> _Task details_
Go through the lines below and copy any that hold the string "every".

Segment Start: Data

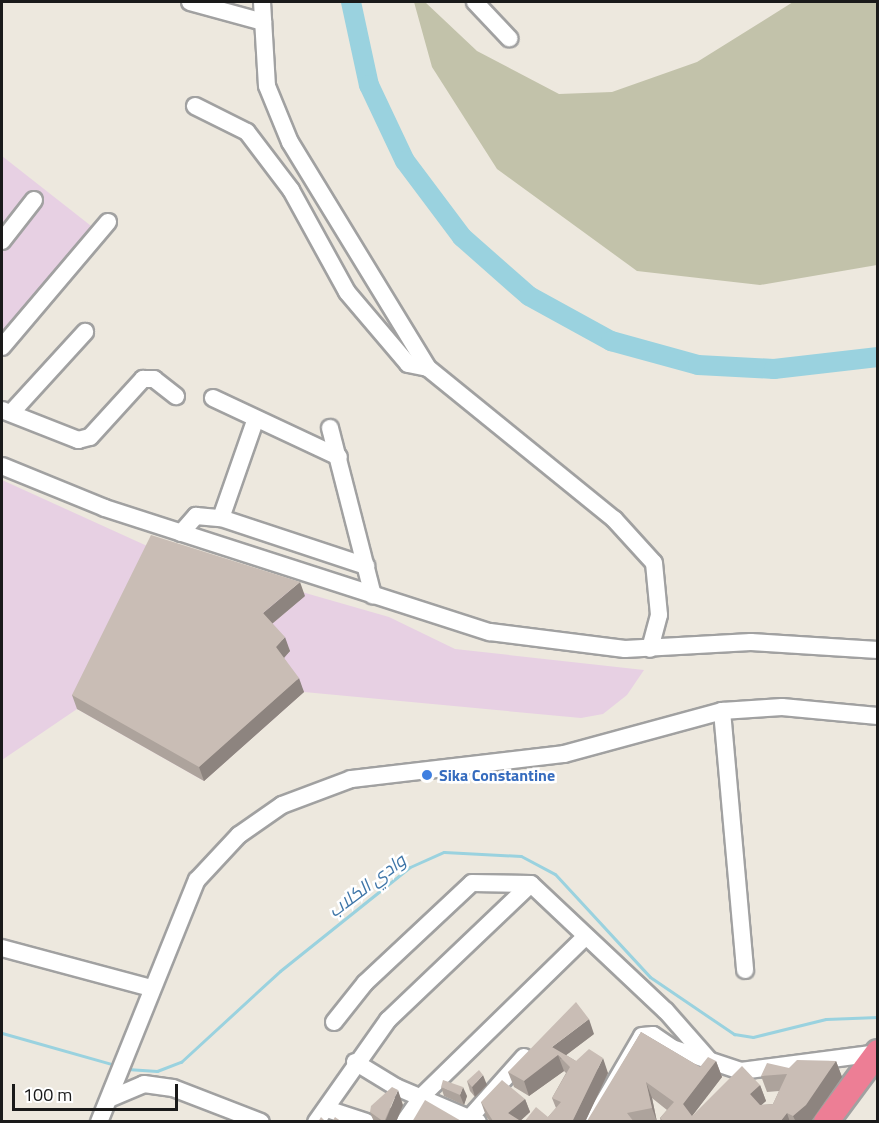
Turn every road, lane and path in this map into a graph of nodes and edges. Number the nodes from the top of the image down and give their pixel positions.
1 (190, 2) edge
2 (262, 2) edge
3 (475, 2) edge
4 (263, 22) junction
5 (509, 38) dead end
6 (195, 106) dead end
7 (34, 200) dead end
8 (108, 222) dead end
9 (2, 241) edge
10 (85, 332) dead end
11 (2, 347) edge
12 (428, 368) junction
13 (176, 396) dead end
14 (213, 398) dead end
15 (6, 411) edge
16 (255, 421) junction
17 (330, 428) dead end
18 (339, 458) junction
19 (2, 466) edge
20 (221, 518) junction
21 (181, 532) junction
22 (366, 566) junction
23 (373, 597) junction
24 (650, 649) junction
25 (878, 650) edge
26 (722, 711) junction
27 (878, 716) edge
28 (531, 884) junction
29 (584, 938) junction
30 (2, 948) edge
31 (745, 970) dead end
32 (151, 988) junction
33 (334, 1022) dead end
34 (538, 1043) edge
35 (877, 1053) edge
36 (710, 1061) junction
37 (356, 1062) junction
38 (741, 1071) junction
39 (878, 1081) edge
40 (727, 1088) edge
41 (111, 1094) junction
42 (422, 1096) junction
43 (321, 1115) edge
44 (471, 1120) edge
45 (99, 1122) edge
46 (261, 1122) edge
47 (366, 1122) edge
48 (404, 1122) edge
49 (592, 1122) edge
50 (826, 1122) edge
51 (845, 1122) edge

1 - 4 street
2 - 4 street
3 - 5 street
4 - 12 street
6 - 12 street
7 - 9 street
8 - 11 street
10 - 15 street
12 - 24 street
13 - 15 street
14 - 16 street
16 - 18 street
16 - 20 street
17 - 18 street
18 - 22 street
19 - 21 street
20 - 21 street
20 - 22 street
21 - 23 street
22 - 23 street
23 - 24 street
24 - 25 street
26 - 27 street
26 - 31 street
26 - 32 street
28 - 29 street
28 - 33 street
28 - 37 street
29 - 36 street
29 - 42 street
30 - 32 street
32 - 41 street
34 - 44 street
35 - 38 street
35 - 50 highway
36 - 38 street
36 - 49 street
37 - 42 street
37 - 43 street
38 - 40 street
39 - 51 highway
41 - 45 street
41 - 46 street
42 - 44 street
42 - 48 street
43 - 47 street

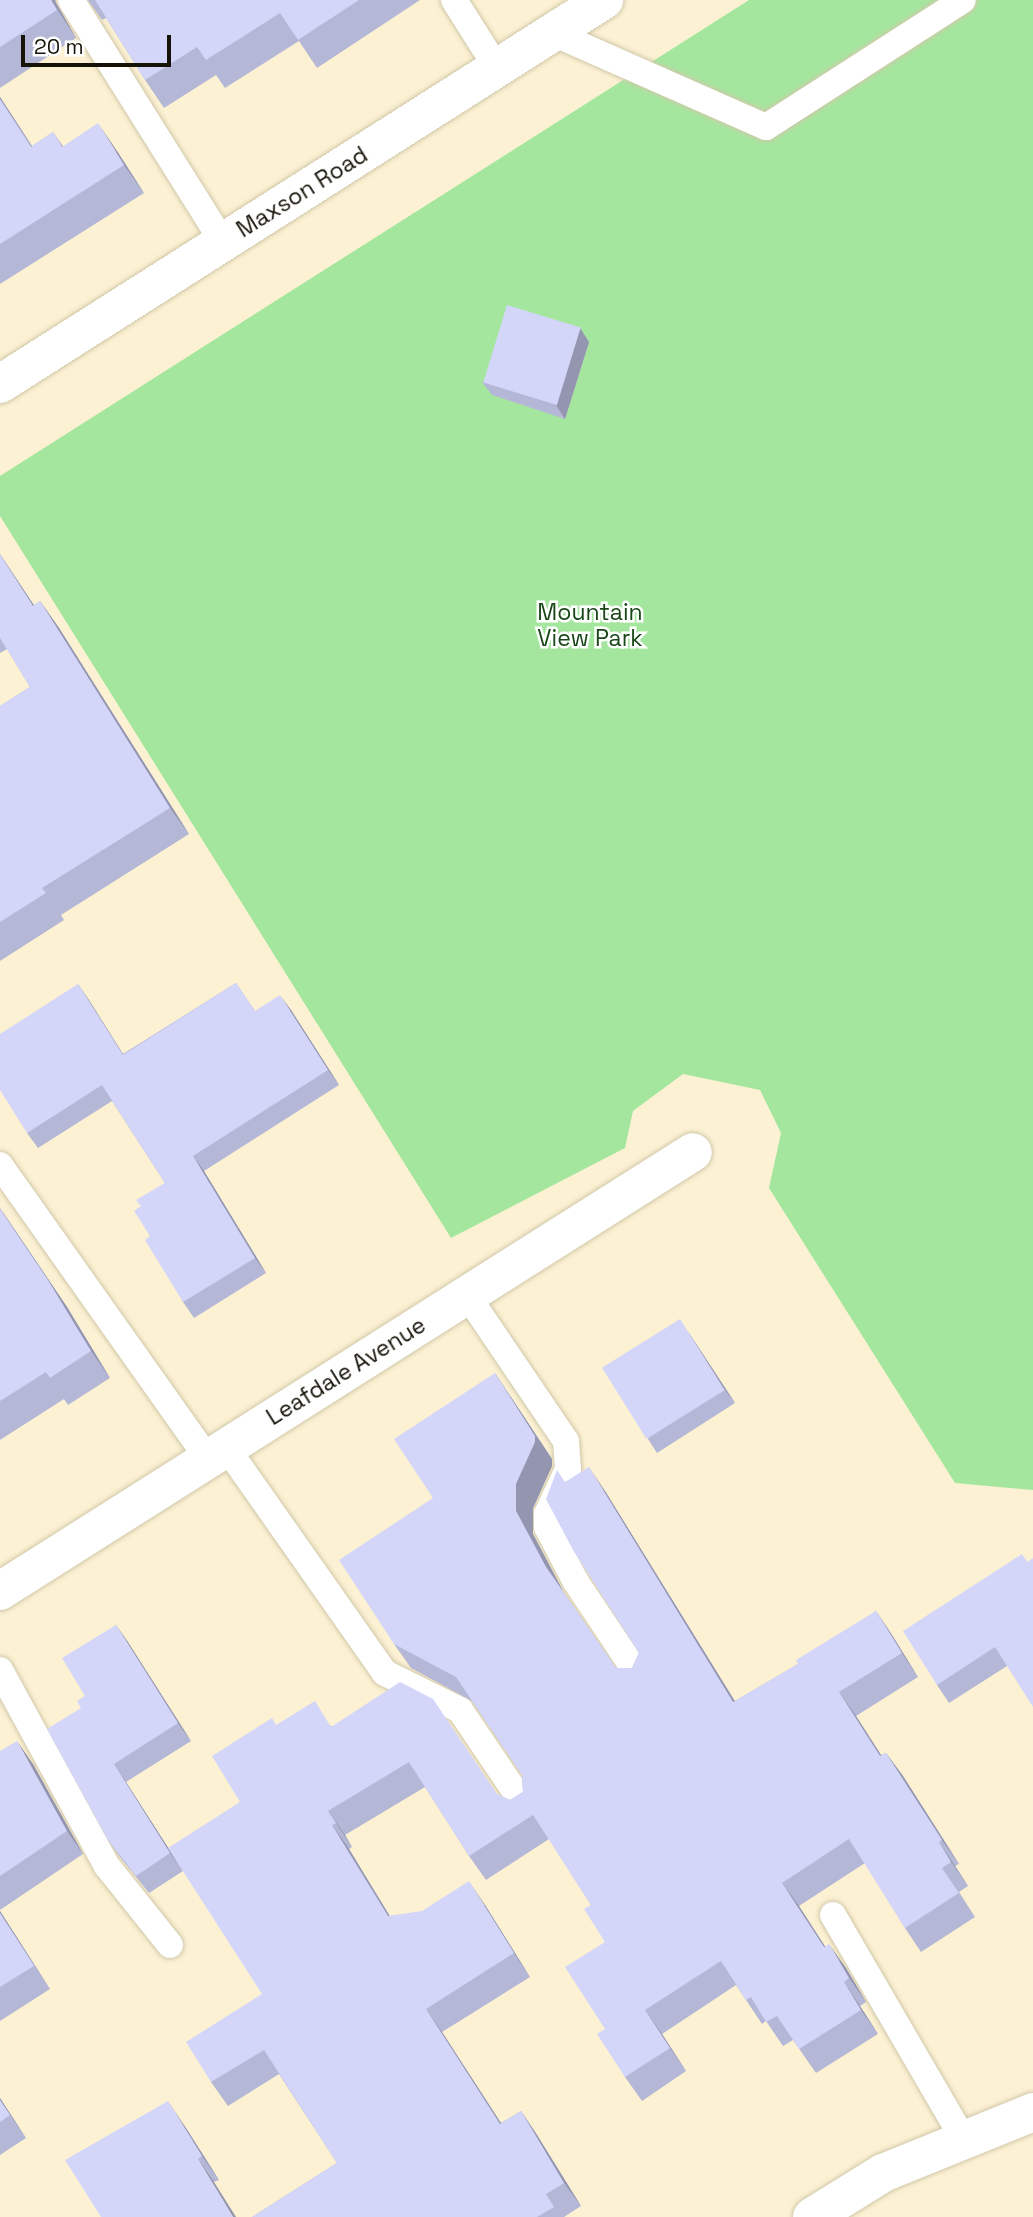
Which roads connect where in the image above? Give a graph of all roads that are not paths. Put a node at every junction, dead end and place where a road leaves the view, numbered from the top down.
1 (71, 0) edge
2 (454, 0) edge
3 (604, 0) edge
4 (963, 0) edge
5 (553, 33) junction
6 (497, 68) junction
7 (223, 242) junction
8 (0, 384) edge
9 (693, 1152) dead end
10 (0, 1165) edge
11 (467, 1295) junction
12 (217, 1453) junction
13 (0, 1591) edge
14 (0, 1670) edge
15 (640, 1678) edge
16 (526, 1808) edge
17 (833, 1915) dead end
18 (170, 1945) dead end
19 (1033, 2112) edge
20 (962, 2138) junction
21 (813, 2217) edge

1 - 7 lane
2 - 6 lane
3 - 5 street, Maxson Road
4 - 5 lane
5 - 6 street, Maxson Road
6 - 7 street, Maxson Road
7 - 8 street, Maxson Road
9 - 11 street, Leafdale Avenue
10 - 12 lane
11 - 12 street, Leafdale Avenue
11 - 15 lane
12 - 13 street, Leafdale Avenue
12 - 16 lane
14 - 18 lane
17 - 20 lane
19 - 20 street
20 - 21 street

Segment End: Data

> _Problem solution_
Turn every road, lane and path in this map into a graph of nodes and edges. Number the nodes from the top of the image down and give their pixel positions.
Which roads connect where in the image above? Give a graph of all roads that are not paths. Put a node at every junction, dead end and place where a road leaves the view, numbered from the top down.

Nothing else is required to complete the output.